TASK TO CARRY OUT: Take the lines of the data below from the very first through the line containing "cairo_set_font_size(cr, size);" and output them exactly, pictures excluded.

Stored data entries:
^^^^

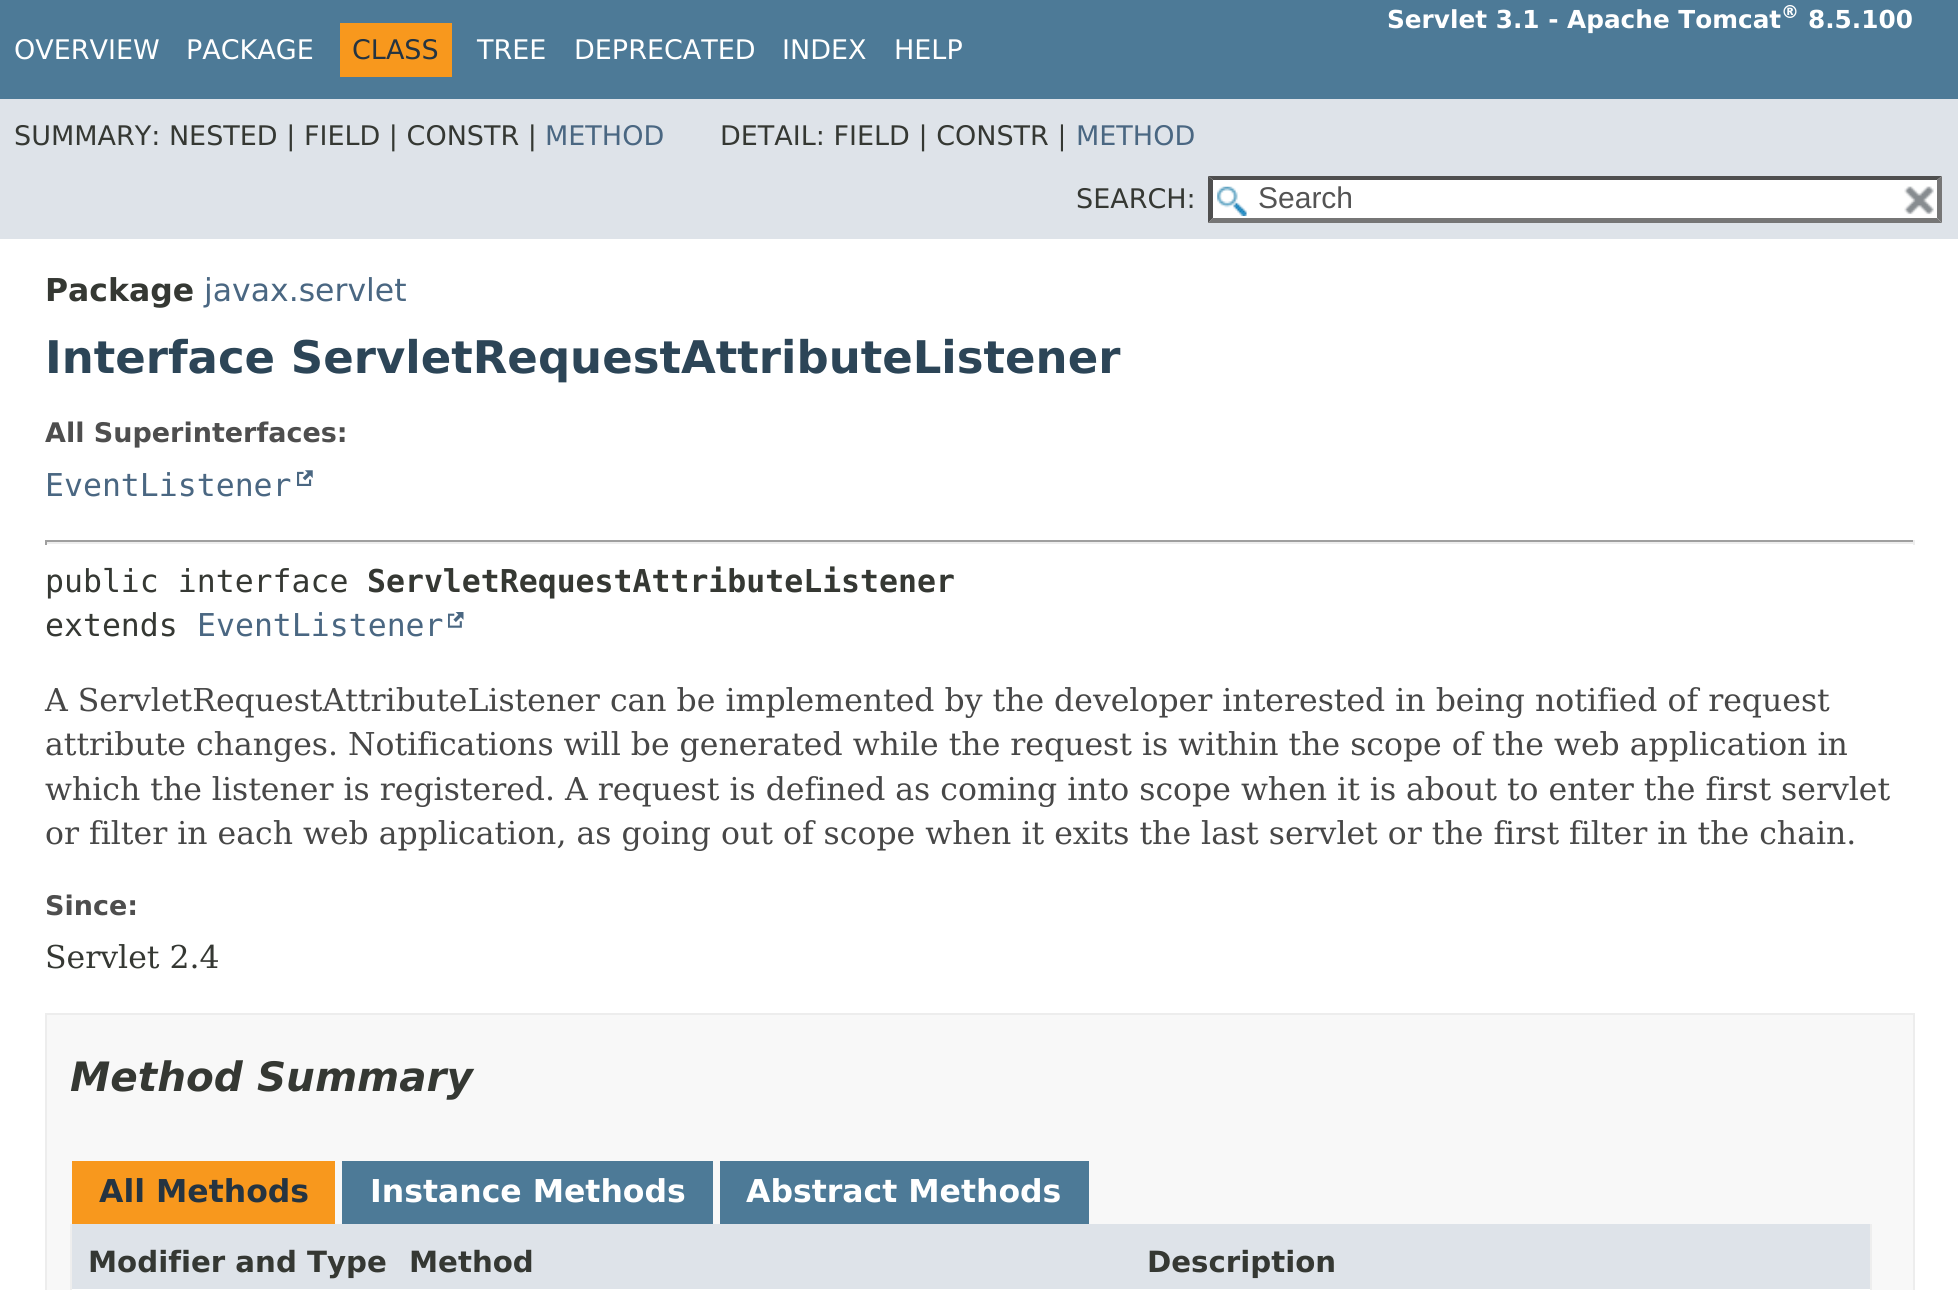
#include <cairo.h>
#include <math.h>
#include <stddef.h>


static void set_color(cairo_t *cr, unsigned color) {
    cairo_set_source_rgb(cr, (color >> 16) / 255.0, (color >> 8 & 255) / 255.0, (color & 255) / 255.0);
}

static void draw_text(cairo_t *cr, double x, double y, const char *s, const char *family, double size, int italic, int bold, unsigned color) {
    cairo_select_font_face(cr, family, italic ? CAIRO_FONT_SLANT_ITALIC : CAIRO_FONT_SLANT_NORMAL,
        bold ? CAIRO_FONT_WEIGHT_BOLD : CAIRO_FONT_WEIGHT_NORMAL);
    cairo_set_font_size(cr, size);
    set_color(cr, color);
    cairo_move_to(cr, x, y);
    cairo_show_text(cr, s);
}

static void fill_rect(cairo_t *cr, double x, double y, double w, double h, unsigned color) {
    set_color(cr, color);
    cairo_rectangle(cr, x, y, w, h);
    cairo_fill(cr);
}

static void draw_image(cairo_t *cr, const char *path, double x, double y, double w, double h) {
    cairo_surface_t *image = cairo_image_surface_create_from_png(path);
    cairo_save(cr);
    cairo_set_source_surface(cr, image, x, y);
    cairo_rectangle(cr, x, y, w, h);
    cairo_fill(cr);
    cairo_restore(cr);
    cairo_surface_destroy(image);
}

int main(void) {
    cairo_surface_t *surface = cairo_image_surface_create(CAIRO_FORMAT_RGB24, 1958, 1290);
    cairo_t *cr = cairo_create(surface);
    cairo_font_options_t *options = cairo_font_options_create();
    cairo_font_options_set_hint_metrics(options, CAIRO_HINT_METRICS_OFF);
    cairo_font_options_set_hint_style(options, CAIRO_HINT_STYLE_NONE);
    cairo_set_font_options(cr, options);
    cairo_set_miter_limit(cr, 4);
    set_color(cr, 0xFFFFFF);
    cairo_paint(cr);
    fill_rect(cr, 0, 0, 1958, 99, 0x4D7A97);
    draw_text(cr, 1387, 28, "Servlet 3.1 - Apache Tomcat", "DejaVu Sans", 24.75, 0, 1, 0xFFFFFF);
    draw_text(cr, 1781, 18, "®", "DejaVu Sans", 18, 0, 1, 0xFFFFFF);
    draw_text(cr, 1808, 28, "8.5.100", "DejaVu Sans", 24.75, 0, 1, 0xFFFFFF);
    draw_text(cr, 14, 59, "OVERVIEW", "DejaVu Sans", 27, 0, 0, 0xFFFFFF);
    draw_text(cr, 186, 59, "PACKAGE", "DejaVu Sans", 27, 0, 0, 0xFFFFFF);
    fill_rect(cr, 340, 23, 112, 54, 0xF8981D);
    draw_text(cr, 352, 59, "CLASS", "DejaVu Sans", 27, 0, 0, 0x253441);
    draw_text(cr, 477, 59, "TREE", "DejaVu Sans", 27, 0, 0, 0xFFFFFF);
    draw_text(cr, 574, 59, "DEPRECATED", "DejaVu Sans", 27, 0, 0, 0xFFFFFF);
    draw_text(cr, 782, 59, "INDEX", "DejaVu Sans", 27, 0, 0, 0xFFFFFF);
    draw_text(cr, 894, 59, "HELP", "DejaVu Sans", 27, 0, 0, 0xFFFFFF);
    fill_rect(cr, 0, 99, 1958, 140, 0xDEE3E9);
    draw_text(cr, 14, 145, "SUMMARY: NESTED | FIELD | CONSTR |", "DejaVu Sans", 27, 0, 0, 0x353833);
    draw_text(cr, 545, 145, "METHOD", "DejaVu Sans", 27, 0, 0, 0x4A6782);
    draw_text(cr, 720, 145, "DETAIL: FIELD | CONSTR |", "DejaVu Sans", 27, 0, 0, 0x353833);
    draw_text(cr, 1076, 145, "METHOD", "DejaVu Sans", 27, 0, 0, 0x4A6782);
    draw_text(cr, 1076, 208, "SEARCH:", "DejaVu Sans", 27, 0, 0, 0x353833);
    fill_rect(cr, 1208, 176, 734, 47, 0xFFFFFF);
    draw_image(cr, "assets/img1.png", 1217, 186, 30, 30);
    set_color(cr, 0x4F4F4F);
    cairo_new_path(cr);
    cairo_move_to(cr, 1208, 176);
    cairo_line_to(cr, 1942, 176);
    cairo_line_to(cr, 1937, 180);
    cairo_line_to(cr, 1213, 180);
    cairo_close_path(cr);
    cairo_fill(cr);
    set_color(cr, 0x767676);
    cairo_new_path(cr);
    cairo_move_to(cr, 1942, 176);
    cairo_line_to(cr, 1942, 223);
    cairo_line_to(cr, 1937, 218);
    cairo_line_to(cr, 1937, 180);
    cairo_close_path(cr);
    cairo_fill(cr);
    cairo_new_path(cr);
    cairo_move_to(cr, 1942, 223);
    cairo_line_to(cr, 1208, 223);
    cairo_line_to(cr, 1213, 218);
    cairo_line_to(cr, 1937, 218);
    cairo_close_path(cr);
    cairo_fill(cr);
    set_color(cr, 0x4F4F4F);
    cairo_new_path(cr);
    cairo_move_to(cr, 1208, 223);
    cairo_line_to(cr, 1208, 176);
    cairo_line_to(cr, 1213, 180);
    cairo_line_to(cr, 1213, 218);
    cairo_close_path(cr);
    cairo_fill(cr);
    draw_text(cr, 1258, 208, "Search", "Liberation Sans", 30, 0, 0, 0x545454);
    draw_image(cr, "assets/img2.png", 1904, 186, 30, 29);
    draw_text(cr, 45, 301, "Package", "DejaVu Sans", 31.5, 0, 1, 0x353833);
    draw_text(cr, 204, 301, "javax.servlet", "DejaVu Sans", 31.5, 0, 0, 0x4A6782);
    draw_text(cr, 45, 373, "Interface ServletRequestAttributeListener", "DejaVu Sans", 45, 0, 1, 0x2C4557);
    draw_text(cr, 45, 442, "All Superinterfaces:", "DejaVu Sans", 27, 0, 1, 0x4E4E4E);
    draw_text(cr, 45, 496, "EventListener", "DejaVu Sans Mono", 31.5, 0, 0, 0x4A6782);
    draw_image(cr, "assets/img3.png", 297, 470, 16, 16);
    fill_rect(cr, 45, 540, 1870, 2, 0x9F9F9F);
    fill_rect(cr, 1913, 540, 2, 5, 0xEEEEEE);
    fill_rect(cr, 45, 542, 1870, 2, 0xEEEEEE);
    fill_rect(cr, 45, 540, 2, 5, 0x9F9F9F);
    draw_text(cr, 45, 592, "public interface", "DejaVu Sans Mono", 31.5, 0, 0, 0x353833);
    draw_text(cr, 367, 592, "ServletRequestAttributeListener", "DejaVu Sans Mono", 31.5, 0, 1, 0x353833);
    draw_text(cr, 45, 636, "extends", "DejaVu Sans Mono", 31.5, 0, 0, 0x353833);
    draw_text(cr, 197, 636, "EventListener", "DejaVu Sans Mono", 31.5, 0, 0, 0x4A6782);
    draw_image(cr, "assets/img4.png", 448, 612, 16, 16);
    draw_text(cr, 45, 711, "A ServletRequestAttributeListener can be implemented by the developer interested in being notified of request", "DejaVu Serif", 31.5, 0, 0, 0x474747);
    draw_text(cr, 45, 755, "attribute changes. Notifications will be generated while the request is within the scope of the web application in", "DejaVu Serif", 31.5, 0, 0, 0x474747);
    draw_text(cr, 45, 800, "which the listener is registered. A request is defined as coming into scope when it is about to enter the first servlet", "DejaVu Serif", 31.5, 0, 0, 0x474747);
    draw_text(cr, 45, 844, "or filter in each web application, as going out of scope when it exits the last servlet or the first filter in the chain.", "DejaVu Serif", 31.5, 0, 0, 0x474747);
    draw_text(cr, 45, 915, "Since:", "DejaVu Sans", 27, 0, 1, 0x4E4E4E);
    draw_text(cr, 45, 968, "Servlet 2.4", "DejaVu Serif", 31.5, 0, 0, 0x353833);
    set_color(cr, 0xF8F8F8);
    cairo_rectangle(cr, 46, 1014, 1868, 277);
    cairo_fill_preserve(cr);
    set_color(cr, 0xEDEDED);
    cairo_stroke(cr);
    draw_text(cr, 70, 1091, "Method Summary", "DejaVu Sans", 40.5, 1, 1, 0x353833);
    fill_rect(cr, 72, 1161, 263, 63, 0xF8981D);
    draw_text(cr, 99, 1202, "All Methods", "DejaVu Sans", 31.5, 0, 1, 0x253441);
    fill_rect(cr, 342, 1161, 371, 63, 0x4D7A97);
    draw_text(cr, 370, 1202, "Instance Methods", "DejaVu Sans", 31.5, 0, 1, 0xFFFFFF);
    fill_rect(cr, 720, 1161, 369, 63, 0x4D7A97);
    draw_text(cr, 746, 1202, "Abstract Methods", "DejaVu Sans", 31.5, 0, 1, 0xFFFFFF);
    fill_rect(cr, 1870, 1224, 2, 66, 0xEEEEEE);
    fill_rect(cr, 70, 1224, 2, 66, 0xEEEEEE);
    fill_rect(cr, 72, 1224, 1060, 65, 0xDEE3E9);
    draw_text(cr, 88, 1272, "Modifier and Type", "DejaVu Sans", 29.25, 0, 1, 0x353833);
    draw_text(cr, 409, 1272, "Method", "DejaVu Sans", 29.25, 0, 1, 0x353833);
    fill_rect(cr, 1132, 1224, 738, 65, 0xDEE3E9);
    draw_text(cr, 1147, 1272, "Description", "DejaVu Sans", 29.25, 0, 1, 0x353833);
    fill_rect(cr, 72, 1289, 1060, 1, 0xFFFFFF);
    fill_rect(cr, 1132, 1289, 738, 1, 0xFFFFFF);
    cairo_surface_write_to_png(surface, "output.png");
    cairo_font_options_destroy(options);
    cairo_destroy(cr);
    cairo_surface_destroy(surface);
    return 0;
}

^^^^

YOUR RESPONSE:
#include <cairo.h>
#include <math.h>
#include <stddef.h>


static void set_color(cairo_t *cr, unsigned color) {
    cairo_set_source_rgb(cr, (color >> 16) / 255.0, (color >> 8 & 255) / 255.0, (color & 255) / 255.0);
}

static void draw_text(cairo_t *cr, double x, double y, const char *s, const char *family, double size, int italic, int bold, unsigned color) {
    cairo_select_font_face(cr, family, italic ? CAIRO_FONT_SLANT_ITALIC : CAIRO_FONT_SLANT_NORMAL,
        bold ? CAIRO_FONT_WEIGHT_BOLD : CAIRO_FONT_WEIGHT_NORMAL);
    cairo_set_font_size(cr, size);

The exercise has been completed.